Quelles sont les recommandations et mesures mises en place par les autorités sanitaires ?

Face à la situation, plusieurs actions sont mises en œuvre par les autorités sanitaires en collaboration avec les professionnels de santé : 

  • Lancement d’une campagne de rattrapage vaccinal
    • En milieu scolaire par l’ARS pour vacciner les enfants et les adolescents non vaccinés ou pas à jour de leur vaccination pour l’ensemble des vaccinations obligatoires dans les écoles de Cayenne, Rémire-Montjoly, Matoury et St-Georges de l’Oyapock.
    • Hors milieu scolaire pour vacciner notamment les nourrissons et enfants non admis en collectivités et qui ne seraient pas à jour de leur vaccination, toujours sur le secteur géographique concerné par cette détection.
    • Tous les professionnels de santé de Guyane habilités à vacciner sont également invités à vérifier le statut vaccinal de leurs patients sur l’ensemble du territoire, en particulier les enfants et les personnes immunodéprimés, et à procéder au rattrapage vaccinal si nécessaire.

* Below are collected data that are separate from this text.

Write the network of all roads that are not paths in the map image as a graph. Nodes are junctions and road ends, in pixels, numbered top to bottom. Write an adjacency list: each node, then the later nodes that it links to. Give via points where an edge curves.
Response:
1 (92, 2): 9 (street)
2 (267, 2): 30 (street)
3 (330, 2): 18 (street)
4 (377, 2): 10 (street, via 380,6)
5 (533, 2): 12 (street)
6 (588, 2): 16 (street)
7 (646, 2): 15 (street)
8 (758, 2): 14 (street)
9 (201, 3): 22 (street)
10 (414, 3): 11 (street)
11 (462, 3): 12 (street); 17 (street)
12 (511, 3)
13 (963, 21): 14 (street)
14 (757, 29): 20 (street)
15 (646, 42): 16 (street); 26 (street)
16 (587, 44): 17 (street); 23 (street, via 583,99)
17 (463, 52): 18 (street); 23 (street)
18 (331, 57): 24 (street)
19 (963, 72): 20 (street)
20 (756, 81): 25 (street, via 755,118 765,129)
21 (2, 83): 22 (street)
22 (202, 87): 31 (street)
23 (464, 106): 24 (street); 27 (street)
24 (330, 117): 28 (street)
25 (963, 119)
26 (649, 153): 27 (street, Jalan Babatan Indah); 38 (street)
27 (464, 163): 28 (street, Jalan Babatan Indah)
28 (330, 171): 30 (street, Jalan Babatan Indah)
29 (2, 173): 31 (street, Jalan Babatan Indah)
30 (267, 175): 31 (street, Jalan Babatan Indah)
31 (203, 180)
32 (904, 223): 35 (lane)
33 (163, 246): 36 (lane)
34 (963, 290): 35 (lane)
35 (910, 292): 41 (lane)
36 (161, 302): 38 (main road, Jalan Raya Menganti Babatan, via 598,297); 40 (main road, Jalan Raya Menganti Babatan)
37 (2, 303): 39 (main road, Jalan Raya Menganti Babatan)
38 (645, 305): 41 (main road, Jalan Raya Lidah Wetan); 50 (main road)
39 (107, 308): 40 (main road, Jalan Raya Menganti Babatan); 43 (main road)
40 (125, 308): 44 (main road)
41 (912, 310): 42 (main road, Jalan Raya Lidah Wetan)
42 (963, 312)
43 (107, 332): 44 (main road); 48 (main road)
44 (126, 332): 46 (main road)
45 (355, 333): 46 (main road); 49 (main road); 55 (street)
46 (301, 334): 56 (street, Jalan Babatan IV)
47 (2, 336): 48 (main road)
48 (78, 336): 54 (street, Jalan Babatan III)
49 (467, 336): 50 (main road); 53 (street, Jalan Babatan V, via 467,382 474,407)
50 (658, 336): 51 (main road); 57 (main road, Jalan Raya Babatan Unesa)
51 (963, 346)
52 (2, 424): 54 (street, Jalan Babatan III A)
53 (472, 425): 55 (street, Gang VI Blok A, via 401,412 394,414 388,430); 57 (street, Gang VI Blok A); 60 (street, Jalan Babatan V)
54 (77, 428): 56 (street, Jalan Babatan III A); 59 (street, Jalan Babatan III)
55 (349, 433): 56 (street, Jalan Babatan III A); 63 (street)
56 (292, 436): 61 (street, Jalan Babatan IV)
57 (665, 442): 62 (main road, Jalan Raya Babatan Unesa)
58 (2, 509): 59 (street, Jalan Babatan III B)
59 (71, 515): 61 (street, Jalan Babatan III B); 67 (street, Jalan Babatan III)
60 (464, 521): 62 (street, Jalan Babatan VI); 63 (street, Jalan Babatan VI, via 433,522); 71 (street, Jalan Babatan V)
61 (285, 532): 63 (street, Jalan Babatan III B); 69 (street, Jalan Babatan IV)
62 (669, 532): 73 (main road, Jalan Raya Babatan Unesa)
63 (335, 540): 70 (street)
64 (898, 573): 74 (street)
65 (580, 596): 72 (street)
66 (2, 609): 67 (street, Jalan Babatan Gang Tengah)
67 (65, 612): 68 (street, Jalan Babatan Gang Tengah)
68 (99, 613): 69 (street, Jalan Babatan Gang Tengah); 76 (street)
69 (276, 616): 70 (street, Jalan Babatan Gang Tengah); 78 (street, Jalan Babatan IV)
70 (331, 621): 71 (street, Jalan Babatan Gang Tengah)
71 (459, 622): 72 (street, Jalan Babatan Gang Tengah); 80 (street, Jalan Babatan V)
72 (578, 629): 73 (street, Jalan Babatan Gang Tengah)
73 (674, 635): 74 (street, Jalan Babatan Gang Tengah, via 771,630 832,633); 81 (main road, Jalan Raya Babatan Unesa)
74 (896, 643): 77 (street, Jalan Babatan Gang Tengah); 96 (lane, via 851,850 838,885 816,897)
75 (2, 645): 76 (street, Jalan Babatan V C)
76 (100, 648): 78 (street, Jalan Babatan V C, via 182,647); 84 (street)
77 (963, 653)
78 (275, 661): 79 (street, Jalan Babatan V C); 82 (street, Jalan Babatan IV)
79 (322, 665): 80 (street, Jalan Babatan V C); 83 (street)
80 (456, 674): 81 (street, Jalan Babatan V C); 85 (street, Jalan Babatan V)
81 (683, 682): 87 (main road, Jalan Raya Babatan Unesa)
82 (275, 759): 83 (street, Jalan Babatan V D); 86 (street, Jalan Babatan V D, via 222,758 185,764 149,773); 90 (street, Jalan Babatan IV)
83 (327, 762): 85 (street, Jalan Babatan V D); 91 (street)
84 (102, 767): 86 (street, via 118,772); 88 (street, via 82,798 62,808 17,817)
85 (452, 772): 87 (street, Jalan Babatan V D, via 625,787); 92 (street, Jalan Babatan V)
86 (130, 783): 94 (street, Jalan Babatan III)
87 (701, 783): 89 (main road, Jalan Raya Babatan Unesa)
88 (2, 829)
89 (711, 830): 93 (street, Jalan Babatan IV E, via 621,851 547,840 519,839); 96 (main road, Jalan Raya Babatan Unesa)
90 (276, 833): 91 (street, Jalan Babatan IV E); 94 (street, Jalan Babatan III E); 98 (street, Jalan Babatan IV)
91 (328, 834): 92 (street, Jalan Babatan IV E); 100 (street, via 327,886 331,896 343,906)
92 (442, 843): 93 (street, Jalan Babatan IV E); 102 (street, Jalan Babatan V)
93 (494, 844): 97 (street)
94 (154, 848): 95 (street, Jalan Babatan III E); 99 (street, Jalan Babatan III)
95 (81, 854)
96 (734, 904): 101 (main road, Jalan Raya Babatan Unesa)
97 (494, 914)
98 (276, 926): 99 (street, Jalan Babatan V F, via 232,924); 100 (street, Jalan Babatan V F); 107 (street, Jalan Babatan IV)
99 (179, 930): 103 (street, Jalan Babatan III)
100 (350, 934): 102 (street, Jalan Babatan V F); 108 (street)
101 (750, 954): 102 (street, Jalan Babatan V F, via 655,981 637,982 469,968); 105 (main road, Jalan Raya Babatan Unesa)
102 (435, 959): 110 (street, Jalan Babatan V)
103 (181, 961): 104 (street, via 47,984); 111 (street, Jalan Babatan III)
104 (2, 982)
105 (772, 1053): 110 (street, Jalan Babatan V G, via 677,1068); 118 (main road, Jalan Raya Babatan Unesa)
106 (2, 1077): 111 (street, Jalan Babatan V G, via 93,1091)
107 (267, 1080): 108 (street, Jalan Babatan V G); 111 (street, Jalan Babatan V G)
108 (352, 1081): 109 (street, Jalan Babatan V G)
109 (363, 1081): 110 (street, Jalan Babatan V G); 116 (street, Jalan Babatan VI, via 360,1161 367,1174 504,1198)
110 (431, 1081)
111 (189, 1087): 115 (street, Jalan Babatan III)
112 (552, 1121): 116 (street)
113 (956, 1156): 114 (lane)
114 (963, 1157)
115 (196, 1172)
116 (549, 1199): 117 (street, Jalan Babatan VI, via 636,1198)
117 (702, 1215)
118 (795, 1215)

  • Sensibilisation des professionnels de santé au risque de survenue de cas de poliomyélite avec un rappel de la conduite à tenir devant toute suspicion de poliomyélite et notamment la réalisation des prélèvements adaptés à la recherche du génome par PCR et/ou culture (2 selles prélevées à 24h d’intervalle) par le CNR des entérovirus et parechovirus et à la recherche des diagnostics différentiels (prélèvement naso-pharyngé, sang) par le CNR ou tout autre laboratoire de biologie médicale.

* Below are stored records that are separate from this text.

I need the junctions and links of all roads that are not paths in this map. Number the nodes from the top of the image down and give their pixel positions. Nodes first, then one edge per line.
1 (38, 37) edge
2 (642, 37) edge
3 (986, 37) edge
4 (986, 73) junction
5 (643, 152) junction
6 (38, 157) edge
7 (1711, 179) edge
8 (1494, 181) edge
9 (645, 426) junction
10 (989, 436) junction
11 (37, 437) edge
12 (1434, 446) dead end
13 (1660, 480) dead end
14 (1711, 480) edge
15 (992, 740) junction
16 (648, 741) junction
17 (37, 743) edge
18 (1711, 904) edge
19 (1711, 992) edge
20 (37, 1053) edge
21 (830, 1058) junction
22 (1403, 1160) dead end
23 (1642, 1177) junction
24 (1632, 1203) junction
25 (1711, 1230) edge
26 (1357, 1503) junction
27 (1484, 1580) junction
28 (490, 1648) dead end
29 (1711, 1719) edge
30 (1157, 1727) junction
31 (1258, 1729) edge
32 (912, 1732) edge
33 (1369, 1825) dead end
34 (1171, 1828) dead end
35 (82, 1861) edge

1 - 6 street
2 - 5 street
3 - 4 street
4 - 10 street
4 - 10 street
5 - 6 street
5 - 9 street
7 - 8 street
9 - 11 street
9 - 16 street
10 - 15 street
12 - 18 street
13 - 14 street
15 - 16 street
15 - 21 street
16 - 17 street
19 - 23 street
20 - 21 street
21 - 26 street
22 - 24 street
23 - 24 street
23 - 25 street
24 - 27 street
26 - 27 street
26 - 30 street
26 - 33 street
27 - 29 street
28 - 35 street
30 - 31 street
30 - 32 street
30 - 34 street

  • Instauration d’un programme de surveillance environnementale d’un an sur les eaux usées : l’institut Pasteur de Guyane, qui se charge déjà de la surveillance physico-chimique des eaux usées, recherchera également le virus de la poliomyélite pendant cette période en collaboration avec le CNR des entérovirus Institut Pasteur Paris, également centre collaboratif OMS. Cette étude prévue pour un an doit permettre définir l’étendue et l’évolution de la circulation du poliovirus dans les eaux usées, et en tirer des conclusions en matière de gestion sanitaire. Elle permettra de vérifier si les mesures mises en place permettent de stopper la circulation de ces souches de poliovirus en Guyane, et de décider d’éventuelles autres actions à mettre en œuvre.

En complément, il est rappelé que le risque de contamination peut être réduit par l’application des mesures d’hygiène classiques (lavage des mains au savon avant de préparer les repas, avant de manger et après être allé aux toilettes et en lavant et épluchant les fruits et les légumes avant de les manger).